Task brief: Using the data below, return word for word every line from the one holding "pinky dip: (250, 136)" down to the one holding "thumb ip: (319, 397)". Leave pictures out.

[Dataset items]
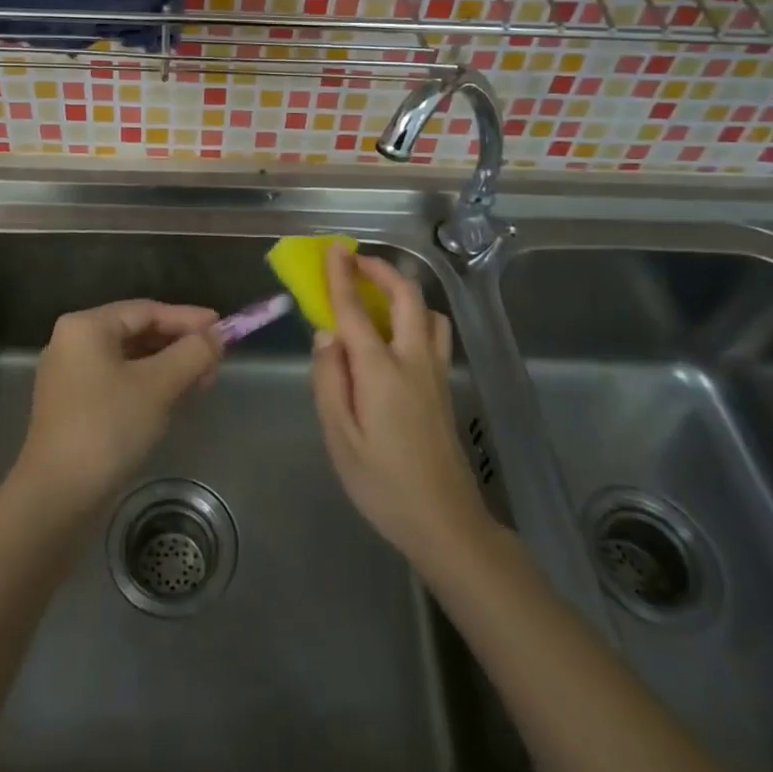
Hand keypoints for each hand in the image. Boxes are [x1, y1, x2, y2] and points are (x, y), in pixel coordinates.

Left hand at [13, 300, 221, 514]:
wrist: (58, 496)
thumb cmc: (108, 427)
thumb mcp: (158, 385)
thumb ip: (192, 353)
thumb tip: (218, 334)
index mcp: (86, 327)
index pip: (147, 310)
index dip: (188, 319)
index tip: (223, 329)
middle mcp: (73, 342)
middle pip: (137, 332)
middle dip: (179, 345)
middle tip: (216, 361)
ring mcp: (70, 376)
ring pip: (130, 359)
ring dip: (168, 367)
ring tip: (202, 381)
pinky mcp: (73, 406)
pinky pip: (118, 382)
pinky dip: (148, 385)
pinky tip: (174, 399)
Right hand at [310, 245, 492, 566]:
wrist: (446, 523)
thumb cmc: (383, 484)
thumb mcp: (339, 437)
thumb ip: (329, 379)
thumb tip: (326, 335)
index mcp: (381, 370)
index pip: (355, 310)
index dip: (342, 275)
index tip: (334, 247)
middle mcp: (413, 360)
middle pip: (406, 297)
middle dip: (382, 270)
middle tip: (356, 262)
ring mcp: (436, 373)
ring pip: (429, 313)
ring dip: (404, 293)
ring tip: (377, 299)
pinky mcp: (445, 387)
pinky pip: (434, 334)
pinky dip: (414, 317)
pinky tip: (395, 338)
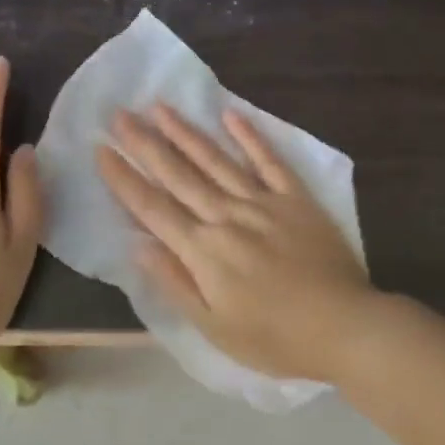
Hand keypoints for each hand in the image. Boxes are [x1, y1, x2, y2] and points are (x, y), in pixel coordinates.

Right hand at [96, 104, 378, 382]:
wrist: (344, 326)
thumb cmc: (274, 338)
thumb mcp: (214, 327)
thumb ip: (174, 282)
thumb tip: (136, 245)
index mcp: (203, 250)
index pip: (152, 208)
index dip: (124, 178)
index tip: (101, 150)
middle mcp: (226, 216)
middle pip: (178, 175)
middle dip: (144, 143)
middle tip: (119, 113)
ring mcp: (262, 202)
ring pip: (216, 160)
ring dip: (186, 132)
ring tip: (160, 107)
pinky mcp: (295, 197)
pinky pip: (269, 160)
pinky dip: (250, 136)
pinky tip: (230, 114)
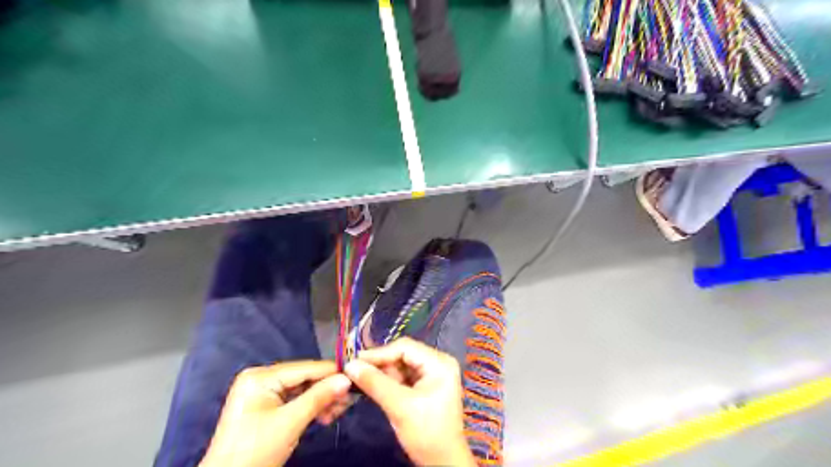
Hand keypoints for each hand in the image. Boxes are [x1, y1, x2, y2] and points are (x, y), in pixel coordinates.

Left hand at [203, 361, 355, 466]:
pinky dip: (311, 408)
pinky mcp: (266, 408)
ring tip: (340, 411)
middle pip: (304, 379)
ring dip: (321, 400)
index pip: (305, 368)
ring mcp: (263, 394)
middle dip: (327, 390)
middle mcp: (261, 379)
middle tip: (350, 400)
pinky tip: (326, 415)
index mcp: (261, 377)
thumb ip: (319, 397)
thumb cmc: (254, 451)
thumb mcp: (290, 423)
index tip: (357, 376)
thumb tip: (347, 379)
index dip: (332, 372)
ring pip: (302, 391)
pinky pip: (295, 401)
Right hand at [342, 338, 472, 464]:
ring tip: (359, 377)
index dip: (379, 353)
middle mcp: (438, 362)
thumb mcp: (400, 407)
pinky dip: (388, 381)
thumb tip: (350, 365)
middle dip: (380, 363)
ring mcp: (432, 373)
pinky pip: (403, 376)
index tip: (354, 360)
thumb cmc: (426, 432)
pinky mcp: (426, 385)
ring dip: (382, 372)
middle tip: (354, 370)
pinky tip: (372, 385)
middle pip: (403, 355)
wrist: (443, 462)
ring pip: (401, 365)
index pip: (405, 347)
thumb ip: (375, 383)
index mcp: (439, 362)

The completed task:
pinky dip: (250, 136)
pinky tip: (230, 114)
Hand keypoints for each hand in the image. Boxes are [x1, y1, x2, y2] and points are (x, y), in pixel coordinates.

Left hand at [203, 361, 355, 466]:
pinky dip: (311, 408)
pinky mcp: (266, 408)
ring tip: (340, 411)
middle pip: (304, 379)
ring dip: (321, 400)
index pip: (305, 368)
ring mcp: (263, 394)
middle dip: (327, 390)
middle mcp: (261, 379)
middle tip: (350, 400)
pinky tip: (326, 415)
index mcp: (261, 377)
thumb ip: (319, 397)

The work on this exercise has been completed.